Ross, who for the first time competed in a bodybuilding competition, was the 1997 and 1998 New Jersey State power-lifting and the Connecticut Push and Pull Classic champion in the 220 pounds categories. He was the champion lifter in the 220 pounds category at the U.S. Masters’ National Championship held in Virginia in 2000.

The former Special Forces Jungle Instructor and paratrooper said that power-lifting was tremendously strenuous on his joints and muscles and, after experiencing a number of torn muscles he opted for bodybuilding, a goal he always wanted to achieve.

The black belt karateka said that he was motivated by the response of the spectators when he participated as a special guest poser at the National Cultural Centre during Fitness Week in Guyana last July.

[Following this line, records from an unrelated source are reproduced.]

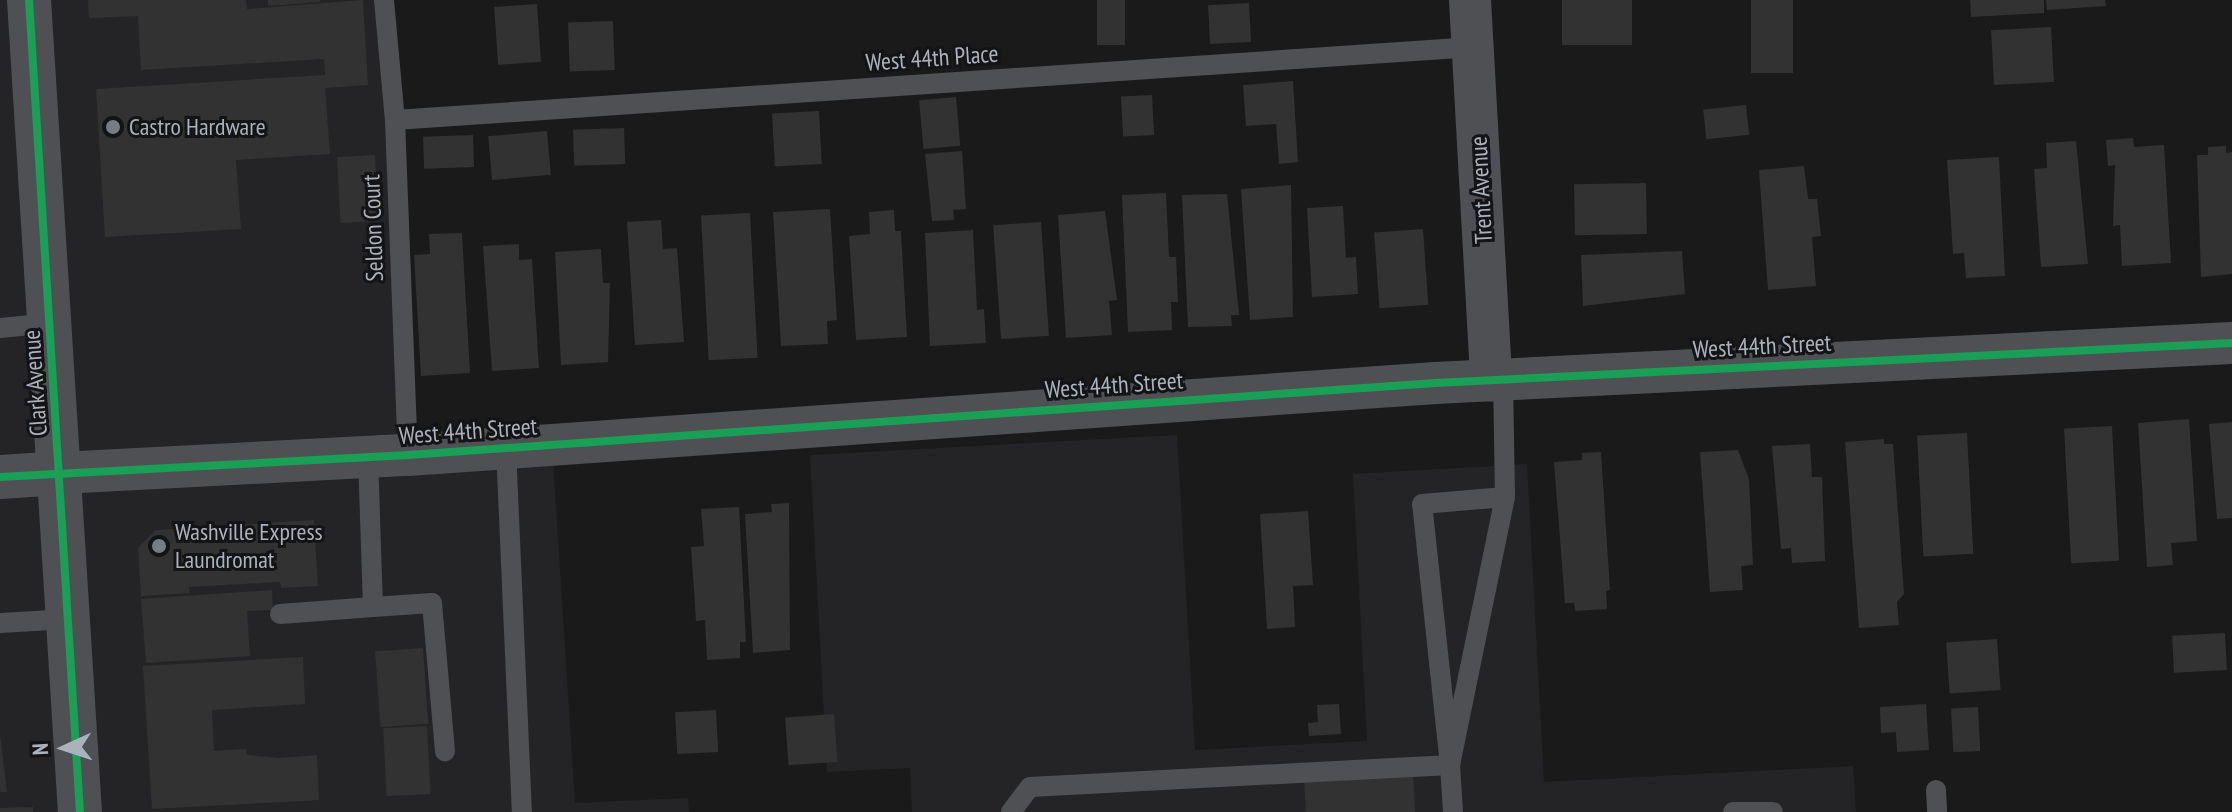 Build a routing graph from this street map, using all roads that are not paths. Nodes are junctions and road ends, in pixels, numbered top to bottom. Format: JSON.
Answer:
{"nodes":[{"id":1,"x":29,"y":0,"type":"edge"},
{"id":2,"x":384,"y":0,"type":"edge"},
{"id":3,"x":1470,"y":0,"type":"edge"},
{"id":4,"x":1474,"y":47,"type":"junction"},
{"id":5,"x":395,"y":120,"type":"junction"},
{"id":6,"x":51,"y":323,"type":"junction"},
{"id":7,"x":0,"y":328,"type":"edge"},
{"id":8,"x":2232,"y":343,"type":"edge"},
{"id":9,"x":1497,"y":380,"type":"junction"},
{"id":10,"x":506,"y":448,"type":"junction"},
{"id":11,"x":388,"y":456,"type":"junction"},
{"id":12,"x":61,"y":473,"type":"junction"},
{"id":13,"x":0,"y":477,"type":"edge"},
{"id":14,"x":1505,"y":497,"type":"junction"},
{"id":15,"x":373,"y":607,"type":"junction"},
{"id":16,"x":280,"y":614,"type":"dead end"},
{"id":17,"x":69,"y":619,"type":"junction"},
{"id":18,"x":0,"y":623,"type":"edge"},
{"id":19,"x":445,"y":751,"type":"dead end"},
{"id":20,"x":1450,"y":765,"type":"junction"},
{"id":21,"x":1936,"y":790,"type":"dead end"},
{"id":22,"x":80,"y":812,"type":"edge"},
{"id":23,"x":522,"y":812,"type":"edge"},
{"id":24,"x":1011,"y":812,"type":"edge"},
{"id":25,"x":1453,"y":812,"type":"edge"},
{"id":26,"x":1733,"y":812,"type":"edge"},
{"id":27,"x":1773,"y":812,"type":"edge"},
{"id":28,"x":1937,"y":812,"type":"edge"}],
"edges":[{"from":1,"to":6,"type":"street","name":"Clark Avenue"},
{"from":2,"to":5,"type":"lane","name":"Seldon Court"},
{"from":3,"to":4,"type":"street","name":"Trent Avenue"},
{"from":4,"to":5,"type":"lane","name":"West 44th Place"},
{"from":4,"to":9,"type":"street","name":"Trent Avenue"},
{"from":5,"to":11,"type":"lane","name":"Seldon Court"},
{"from":6,"to":7,"type":"lane"},
{"from":6,"to":12,"type":"street","name":"Clark Avenue"},
{"from":8,"to":9,"type":"street","name":"West 44th Street"},
{"from":9,"to":10,"type":"street","name":"West 44th Street"},
{"from":9,"to":14,"type":"lane"},
{"from":10,"to":11,"type":"street","name":"West 44th Street"},
{"from":10,"to":23,"type":"lane"},
{"from":11,"to":12,"type":"street","name":"West 44th Street"},
{"from":11,"to":15,"type":"lane","name":"Seldon Court"},
{"from":12,"to":13,"type":"street","name":"West 44th Street"},
{"from":12,"to":17,"type":"street","name":"Clark Avenue"},
{"from":14,"to":20,"type":"lane"},
{"from":14,"to":20,"type":"lane"},
{"from":15,"to":16,"type":"lane"},
{"from":15,"to":19,"type":"lane"},
{"from":17,"to":18,"type":"lane"},
{"from":17,"to":22,"type":"street","name":"Clark Avenue"},
{"from":20,"to":24,"type":"lane"},
{"from":20,"to":25,"type":"lane"},
{"from":21,"to":28,"type":"lane"},
{"from":26,"to":27,"type":"lane"}]}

He further stated that he began to lose interest in power-lifting in late 2000 and “so 2001 was my transition year during which I trained round the clock to make the necessary changes to my body.”

Since Ross’s migration to the U.S. in 1991, he had teamed up with Guyanese-born Ulric Gill who was his mentor and training partner and, under his (Gill) guidance, he had progressed to become one of the best power-lifters in the 220 pounds category in that country.

Ross, who had developed a love for this discipline during his tenure in the GDF, was encouraged by Gill to join the Kingsrow Barbell Club in Kingston, Georgetown, where he concentrated on body-building.

Upon realisation of his abnormal strength and with the advice of his mentor on his arrival in the ‘Big Apple’, Ross tried his ability at power-lifting and the results are indelibly written in the annals of U.S. power-lifting history.

Today, the ex-army officer enjoys appearances in catalogues, photographic displays on the Internet and sports gear modelling.

In his message to Guyanese athletes, Ross advised that sacrifice, dedication and commitment are the watchwords for success and that they should remain focused and should not indulge in illegal performance-enhancing drugs but work assiduously to achieve their goals. (GDF press release)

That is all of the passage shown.